As a side note, this is my last post in this conversation. I feel like we have mostly been repeating the same points and going nowhere.
The choices become much more obvious with experience. Waiting 3-5 seconds is completely unrealistic once you know what you are doing. I’d fall back to using the mouse well before 3 seconds, unless I’m in a remote terminal or something that doesn’t support it, in which case I’d use / / ? and n.
You could theoretically target any character in the file using only Space to advance the cursor and gg to go back to the start (well, depending on your settings). But nobody even thinks to do it this way (because it’s stupid), so it doesn’t seem to drain any mental resources not thinking about it.
Similarly, experienced vimmers don’t use hjkl very much.lllllllllllllllllllllllllllllllll is just not something that occurs to you when you think of (and act on) better options first. If you have to use an arrow key more than a few times in a row, you’re doing something wrong. (I mean, sometimes I use js to scroll down as I’m reading, but I’m not going for speed in that case.) By the time you get to about 4-5 keystrokes, you’re better off searching with / / ?.
Similarly, if you have to hit w more than a few times, you’re probably doing something wrong. It’s usually not something that even occurs to me.
I mostly jump around within a line by using f/F and ;/,. It’s faster than going by word with w or by character with h/l. One still has to pick a character or two to target, and for longer jumps, one learns to avoid common characters like vowels, and learn to prefer rarer characters like punctuation. This is just a fast heuristic, I’m not mentally counting character statistics for my current line.
Yes? I mean, other vimmers might feel differently, but I basically don’t use counts like that. Counting to move the cursor is too much effort, especially if you’re counting higher than 2-3. It’s not worth the time it takes.
ww is the same number of keystrokes as 2w. I might use the latter if I needed a single motion operator to repeat later with ., like c2w, but ww or even www would be easier most of the time. Past that, we’re getting to the 4-5 keystrokes where / is better, and you can probably do it in two to three keystrokes with f-something (;) as easily as www.
So rather than counting how many words to get from here to there to find the right number to enter before the w, I’m just looking at the there and hit f, plus whatever character I’m looking at getting to, or a less common one adjacent to it. If the cursor doesn’t quite get there, you can ; a few times. If you overshoot, use , to reverse.
I’ve done pair programming with devs who don’t know vim, and remember on multiple occasions watching the other dev try to make an edit while thinking that I’d be done by now if I was the one typing.

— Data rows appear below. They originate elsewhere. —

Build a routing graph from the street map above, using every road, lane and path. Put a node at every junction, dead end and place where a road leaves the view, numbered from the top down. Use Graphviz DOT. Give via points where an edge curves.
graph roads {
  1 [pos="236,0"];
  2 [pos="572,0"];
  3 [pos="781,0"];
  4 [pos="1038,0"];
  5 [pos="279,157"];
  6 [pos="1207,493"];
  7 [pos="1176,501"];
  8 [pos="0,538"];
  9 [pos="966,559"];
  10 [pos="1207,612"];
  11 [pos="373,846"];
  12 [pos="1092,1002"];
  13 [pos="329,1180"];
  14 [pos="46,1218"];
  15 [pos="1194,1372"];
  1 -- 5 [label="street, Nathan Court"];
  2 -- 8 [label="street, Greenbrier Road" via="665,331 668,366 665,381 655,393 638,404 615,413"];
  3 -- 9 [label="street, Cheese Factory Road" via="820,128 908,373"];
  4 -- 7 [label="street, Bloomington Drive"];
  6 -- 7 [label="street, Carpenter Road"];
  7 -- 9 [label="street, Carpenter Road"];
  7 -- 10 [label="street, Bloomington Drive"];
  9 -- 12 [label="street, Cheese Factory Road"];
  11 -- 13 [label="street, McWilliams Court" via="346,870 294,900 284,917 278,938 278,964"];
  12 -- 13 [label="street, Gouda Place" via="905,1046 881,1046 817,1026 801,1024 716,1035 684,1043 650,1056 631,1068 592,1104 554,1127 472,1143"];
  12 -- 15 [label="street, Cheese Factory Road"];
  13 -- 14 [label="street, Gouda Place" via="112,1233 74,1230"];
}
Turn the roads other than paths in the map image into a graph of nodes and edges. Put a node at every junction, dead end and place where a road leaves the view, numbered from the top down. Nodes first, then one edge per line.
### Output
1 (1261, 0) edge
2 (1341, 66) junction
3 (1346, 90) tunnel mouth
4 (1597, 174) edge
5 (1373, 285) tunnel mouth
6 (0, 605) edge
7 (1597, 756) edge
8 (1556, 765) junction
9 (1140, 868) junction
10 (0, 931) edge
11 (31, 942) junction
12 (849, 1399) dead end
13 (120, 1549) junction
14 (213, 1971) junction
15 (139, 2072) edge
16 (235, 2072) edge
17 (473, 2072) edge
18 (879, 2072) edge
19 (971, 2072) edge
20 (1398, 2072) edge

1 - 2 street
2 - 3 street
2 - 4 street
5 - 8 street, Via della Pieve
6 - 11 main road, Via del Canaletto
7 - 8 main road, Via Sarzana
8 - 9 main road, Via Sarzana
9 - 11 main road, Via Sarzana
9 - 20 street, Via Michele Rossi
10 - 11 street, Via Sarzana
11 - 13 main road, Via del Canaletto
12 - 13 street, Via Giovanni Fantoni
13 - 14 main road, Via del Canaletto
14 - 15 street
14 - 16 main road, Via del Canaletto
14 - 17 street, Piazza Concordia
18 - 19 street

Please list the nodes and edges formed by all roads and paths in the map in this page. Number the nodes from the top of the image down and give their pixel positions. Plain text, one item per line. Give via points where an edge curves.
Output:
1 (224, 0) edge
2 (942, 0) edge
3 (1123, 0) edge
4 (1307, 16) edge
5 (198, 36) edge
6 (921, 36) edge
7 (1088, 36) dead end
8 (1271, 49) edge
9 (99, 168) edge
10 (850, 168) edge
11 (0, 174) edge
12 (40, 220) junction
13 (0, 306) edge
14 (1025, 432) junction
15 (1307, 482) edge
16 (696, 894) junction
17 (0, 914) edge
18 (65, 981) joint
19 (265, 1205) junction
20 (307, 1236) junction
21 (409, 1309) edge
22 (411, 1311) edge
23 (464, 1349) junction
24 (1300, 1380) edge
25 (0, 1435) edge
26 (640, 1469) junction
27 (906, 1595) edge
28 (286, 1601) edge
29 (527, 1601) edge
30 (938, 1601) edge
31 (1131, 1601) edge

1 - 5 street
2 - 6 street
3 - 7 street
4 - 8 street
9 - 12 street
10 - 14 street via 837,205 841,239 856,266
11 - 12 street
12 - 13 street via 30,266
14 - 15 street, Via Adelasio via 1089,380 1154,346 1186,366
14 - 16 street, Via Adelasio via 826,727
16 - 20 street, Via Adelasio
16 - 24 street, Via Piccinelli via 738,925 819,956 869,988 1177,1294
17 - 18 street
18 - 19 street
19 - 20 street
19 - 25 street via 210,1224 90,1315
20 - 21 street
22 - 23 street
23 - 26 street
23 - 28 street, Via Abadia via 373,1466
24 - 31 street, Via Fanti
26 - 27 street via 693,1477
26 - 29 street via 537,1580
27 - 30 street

Most of the time, what I do with vim is at the level of habit and “muscle memory”. I don’t have to think about it. If I’m programming a macro or writing a regex, sure, I have to think. But the motion commands just happen now.
For me, Vim isn’t about speed, it’s about staying focused. If I have to move my hand between the keyboard and the mouse every time I want to move the cursor, I lose a little bit of focus. Vim solves this issue by not having to move the placement of your hands. Of course a pointing stick also solves most of these issues.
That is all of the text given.